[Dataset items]
<<<<

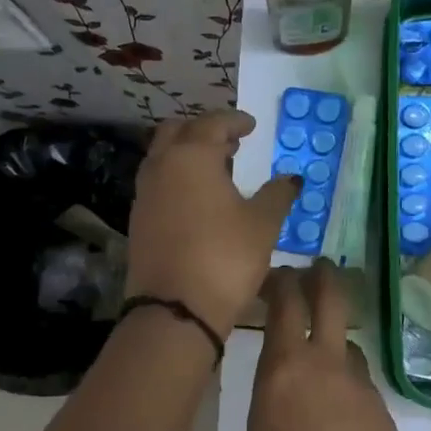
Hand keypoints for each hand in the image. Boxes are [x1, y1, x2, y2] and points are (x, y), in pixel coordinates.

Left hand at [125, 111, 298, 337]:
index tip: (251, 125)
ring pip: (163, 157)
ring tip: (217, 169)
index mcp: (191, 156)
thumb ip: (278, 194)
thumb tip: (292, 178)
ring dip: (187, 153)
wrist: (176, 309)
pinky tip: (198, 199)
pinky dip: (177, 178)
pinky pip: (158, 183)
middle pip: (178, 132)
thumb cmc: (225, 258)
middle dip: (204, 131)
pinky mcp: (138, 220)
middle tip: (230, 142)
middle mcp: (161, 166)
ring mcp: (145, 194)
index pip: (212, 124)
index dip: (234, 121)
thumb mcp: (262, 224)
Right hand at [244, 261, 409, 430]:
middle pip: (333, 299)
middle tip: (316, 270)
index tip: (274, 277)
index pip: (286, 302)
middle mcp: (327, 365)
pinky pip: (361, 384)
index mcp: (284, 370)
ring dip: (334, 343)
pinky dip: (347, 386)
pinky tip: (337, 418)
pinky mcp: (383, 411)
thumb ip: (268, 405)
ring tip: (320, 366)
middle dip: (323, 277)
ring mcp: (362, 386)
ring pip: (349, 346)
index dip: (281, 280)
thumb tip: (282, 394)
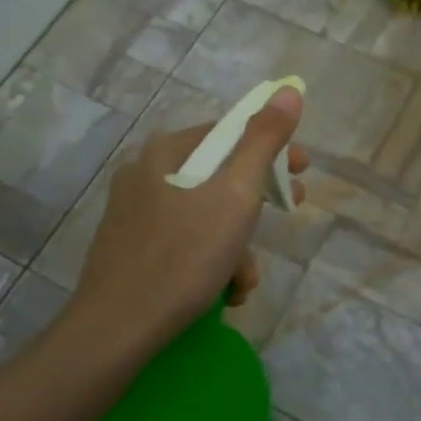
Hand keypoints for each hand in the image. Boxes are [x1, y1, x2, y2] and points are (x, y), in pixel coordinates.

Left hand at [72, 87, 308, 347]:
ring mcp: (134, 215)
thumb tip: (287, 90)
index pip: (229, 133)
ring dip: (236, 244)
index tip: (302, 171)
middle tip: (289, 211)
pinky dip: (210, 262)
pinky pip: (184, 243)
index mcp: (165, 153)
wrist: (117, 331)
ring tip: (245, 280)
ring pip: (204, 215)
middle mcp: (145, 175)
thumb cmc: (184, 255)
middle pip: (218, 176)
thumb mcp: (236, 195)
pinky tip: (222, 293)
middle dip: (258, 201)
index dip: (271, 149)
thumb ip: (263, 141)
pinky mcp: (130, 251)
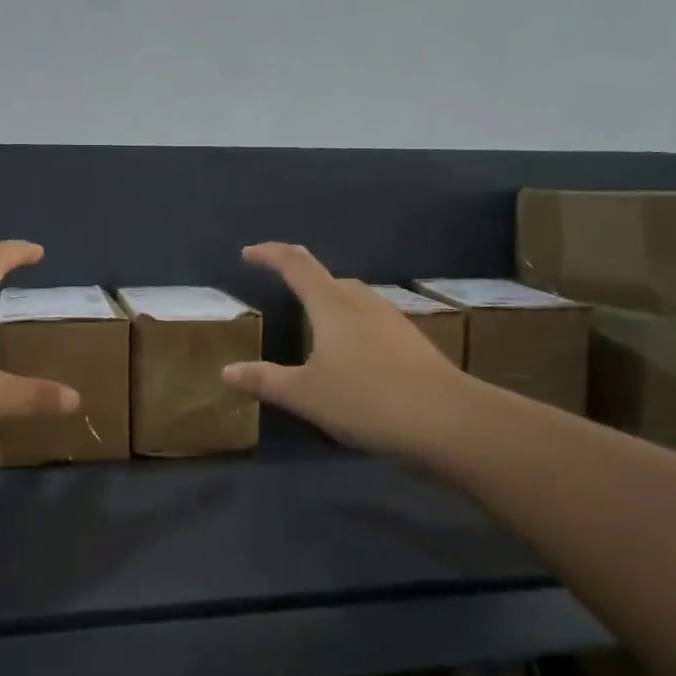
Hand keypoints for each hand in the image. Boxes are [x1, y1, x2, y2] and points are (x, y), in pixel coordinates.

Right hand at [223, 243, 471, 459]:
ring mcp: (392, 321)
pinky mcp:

>>>>
<<<<

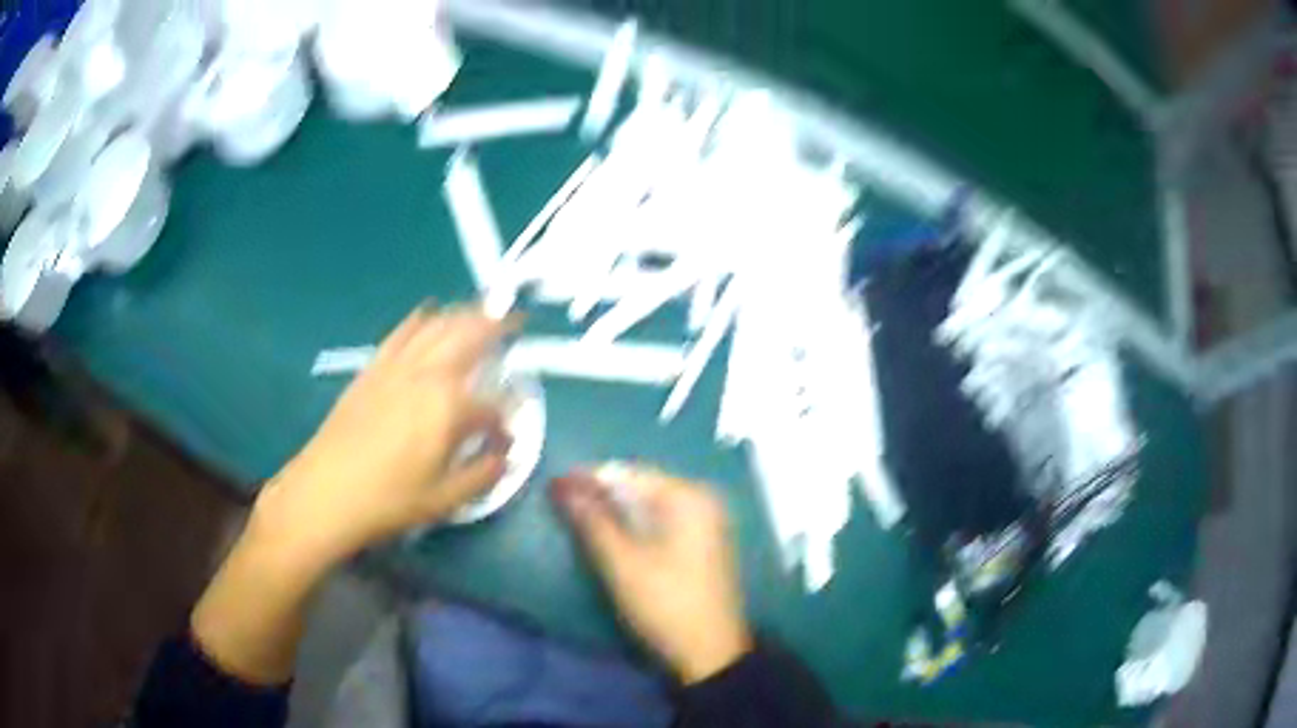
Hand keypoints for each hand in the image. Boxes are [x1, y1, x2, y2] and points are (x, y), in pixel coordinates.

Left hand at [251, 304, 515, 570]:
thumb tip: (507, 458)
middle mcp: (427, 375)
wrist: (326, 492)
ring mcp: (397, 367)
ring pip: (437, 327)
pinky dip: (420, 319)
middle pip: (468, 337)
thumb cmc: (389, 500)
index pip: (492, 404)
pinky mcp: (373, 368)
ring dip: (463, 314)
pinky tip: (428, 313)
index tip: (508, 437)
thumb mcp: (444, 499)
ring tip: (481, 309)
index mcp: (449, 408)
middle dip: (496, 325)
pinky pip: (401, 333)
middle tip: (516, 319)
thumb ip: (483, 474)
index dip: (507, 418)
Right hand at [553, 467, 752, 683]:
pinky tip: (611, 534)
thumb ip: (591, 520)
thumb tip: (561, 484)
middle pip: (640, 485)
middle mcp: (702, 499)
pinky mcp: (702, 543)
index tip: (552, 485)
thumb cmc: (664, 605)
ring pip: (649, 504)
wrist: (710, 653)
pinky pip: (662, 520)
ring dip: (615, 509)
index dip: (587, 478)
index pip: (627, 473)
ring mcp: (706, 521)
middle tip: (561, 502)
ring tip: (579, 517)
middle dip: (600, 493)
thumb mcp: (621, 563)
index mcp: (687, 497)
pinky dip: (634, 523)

>>>>

- **Goal of the exercise**:
Once the line with "pinky tip: (611, 534)" is found in the records above, print exactly that line and every line after it through the line with "pinky dip: (634, 523)".

- **Response**:
pinky tip: (611, 534)
thumb ip: (591, 520)
thumb tip: (561, 484)
middle pip: (640, 485)
middle mcp: (702, 499)
pinky mcp: (702, 543)
index tip: (552, 485)
thumb cmc: (664, 605)
ring pip: (649, 504)
wrist: (710, 653)
pinky pip: (662, 520)
ring dip: (615, 509)
index dip: (587, 478)
index pip: (627, 473)
ring mcp: (706, 521)
middle tip: (561, 502)
ring tip: (579, 517)
middle dip: (600, 493)
thumb mcp: (621, 563)
index mcp: (687, 497)
pinky dip: (634, 523)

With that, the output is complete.